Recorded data

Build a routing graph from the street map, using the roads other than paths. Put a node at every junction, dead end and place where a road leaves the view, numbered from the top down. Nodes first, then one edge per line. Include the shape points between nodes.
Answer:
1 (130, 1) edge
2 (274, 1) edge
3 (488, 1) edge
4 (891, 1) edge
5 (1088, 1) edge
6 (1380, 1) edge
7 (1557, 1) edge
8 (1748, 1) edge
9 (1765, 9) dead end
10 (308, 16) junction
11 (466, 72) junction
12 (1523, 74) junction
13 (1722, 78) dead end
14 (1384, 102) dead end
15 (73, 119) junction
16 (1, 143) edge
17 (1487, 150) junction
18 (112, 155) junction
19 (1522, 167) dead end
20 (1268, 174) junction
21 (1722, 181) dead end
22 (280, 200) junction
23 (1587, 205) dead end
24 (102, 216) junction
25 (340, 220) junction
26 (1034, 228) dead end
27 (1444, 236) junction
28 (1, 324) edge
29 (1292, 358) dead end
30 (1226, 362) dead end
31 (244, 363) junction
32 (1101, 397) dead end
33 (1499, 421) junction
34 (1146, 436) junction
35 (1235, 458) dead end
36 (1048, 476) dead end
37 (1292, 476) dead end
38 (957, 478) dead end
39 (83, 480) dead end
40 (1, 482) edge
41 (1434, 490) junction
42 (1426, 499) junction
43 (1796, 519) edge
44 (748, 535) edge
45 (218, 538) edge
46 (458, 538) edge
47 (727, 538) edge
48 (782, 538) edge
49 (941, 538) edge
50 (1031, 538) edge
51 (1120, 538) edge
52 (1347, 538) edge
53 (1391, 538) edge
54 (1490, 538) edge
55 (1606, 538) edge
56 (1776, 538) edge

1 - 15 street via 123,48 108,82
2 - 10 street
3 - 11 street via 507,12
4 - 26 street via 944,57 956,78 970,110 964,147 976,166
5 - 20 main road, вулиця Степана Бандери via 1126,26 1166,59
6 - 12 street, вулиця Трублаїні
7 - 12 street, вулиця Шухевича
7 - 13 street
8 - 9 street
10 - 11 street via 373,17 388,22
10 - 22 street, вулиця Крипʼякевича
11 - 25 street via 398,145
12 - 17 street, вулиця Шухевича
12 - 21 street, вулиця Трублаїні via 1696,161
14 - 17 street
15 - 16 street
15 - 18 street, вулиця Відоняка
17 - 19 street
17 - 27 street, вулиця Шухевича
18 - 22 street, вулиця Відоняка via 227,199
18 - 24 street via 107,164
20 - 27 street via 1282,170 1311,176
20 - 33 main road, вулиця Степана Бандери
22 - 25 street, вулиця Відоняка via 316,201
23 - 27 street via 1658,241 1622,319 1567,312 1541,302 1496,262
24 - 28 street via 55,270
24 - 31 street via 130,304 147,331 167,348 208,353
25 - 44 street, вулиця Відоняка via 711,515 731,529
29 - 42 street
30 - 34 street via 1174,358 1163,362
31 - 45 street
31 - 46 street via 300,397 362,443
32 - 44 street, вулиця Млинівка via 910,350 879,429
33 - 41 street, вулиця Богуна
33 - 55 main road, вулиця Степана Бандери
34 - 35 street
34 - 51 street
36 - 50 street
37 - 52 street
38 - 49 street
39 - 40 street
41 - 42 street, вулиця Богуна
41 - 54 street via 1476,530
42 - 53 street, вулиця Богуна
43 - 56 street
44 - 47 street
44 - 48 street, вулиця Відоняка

TRY IT: Type out the entries exactly as they appear above.

EXERCISE RESPONSE:
Build a routing graph from the street map, using the roads other than paths. Put a node at every junction, dead end and place where a road leaves the view, numbered from the top down. Nodes first, then one edge per line. Include the shape points between nodes.
Answer:
1 (130, 1) edge
2 (274, 1) edge
3 (488, 1) edge
4 (891, 1) edge
5 (1088, 1) edge
6 (1380, 1) edge
7 (1557, 1) edge
8 (1748, 1) edge
9 (1765, 9) dead end
10 (308, 16) junction
11 (466, 72) junction
12 (1523, 74) junction
13 (1722, 78) dead end
14 (1384, 102) dead end
15 (73, 119) junction
16 (1, 143) edge
17 (1487, 150) junction
18 (112, 155) junction
19 (1522, 167) dead end
20 (1268, 174) junction
21 (1722, 181) dead end
22 (280, 200) junction
23 (1587, 205) dead end
24 (102, 216) junction
25 (340, 220) junction
26 (1034, 228) dead end
27 (1444, 236) junction
28 (1, 324) edge
29 (1292, 358) dead end
30 (1226, 362) dead end
31 (244, 363) junction
32 (1101, 397) dead end
33 (1499, 421) junction
34 (1146, 436) junction
35 (1235, 458) dead end
36 (1048, 476) dead end
37 (1292, 476) dead end
38 (957, 478) dead end
39 (83, 480) dead end
40 (1, 482) edge
41 (1434, 490) junction
42 (1426, 499) junction
43 (1796, 519) edge
44 (748, 535) edge
45 (218, 538) edge
46 (458, 538) edge
47 (727, 538) edge
48 (782, 538) edge
49 (941, 538) edge
50 (1031, 538) edge
51 (1120, 538) edge
52 (1347, 538) edge
53 (1391, 538) edge
54 (1490, 538) edge
55 (1606, 538) edge
56 (1776, 538) edge

1 - 15 street via 123,48 108,82
2 - 10 street
3 - 11 street via 507,12
4 - 26 street via 944,57 956,78 970,110 964,147 976,166
5 - 20 main road, вулиця Степана Бандери via 1126,26 1166,59
6 - 12 street, вулиця Трублаїні
7 - 12 street, вулиця Шухевича
7 - 13 street
8 - 9 street
10 - 11 street via 373,17 388,22
10 - 22 street, вулиця Крипʼякевича
11 - 25 street via 398,145
12 - 17 street, вулиця Шухевича
12 - 21 street, вулиця Трублаїні via 1696,161
14 - 17 street
15 - 16 street
15 - 18 street, вулиця Відоняка
17 - 19 street
17 - 27 street, вулиця Шухевича
18 - 22 street, вулиця Відоняка via 227,199
18 - 24 street via 107,164
20 - 27 street via 1282,170 1311,176
20 - 33 main road, вулиця Степана Бандери
22 - 25 street, вулиця Відоняка via 316,201
23 - 27 street via 1658,241 1622,319 1567,312 1541,302 1496,262
24 - 28 street via 55,270
24 - 31 street via 130,304 147,331 167,348 208,353
25 - 44 street, вулиця Відоняка via 711,515 731,529
29 - 42 street
30 - 34 street via 1174,358 1163,362
31 - 45 street
31 - 46 street via 300,397 362,443
32 - 44 street, вулиця Млинівка via 910,350 879,429
33 - 41 street, вулиця Богуна
33 - 55 main road, вулиця Степана Бандери
34 - 35 street
34 - 51 street
36 - 50 street
37 - 52 street
38 - 49 street
39 - 40 street
41 - 42 street, вулиця Богуна
41 - 54 street via 1476,530
42 - 53 street, вулиця Богуна
43 - 56 street
44 - 47 street
44 - 48 street, вулиця Відоняка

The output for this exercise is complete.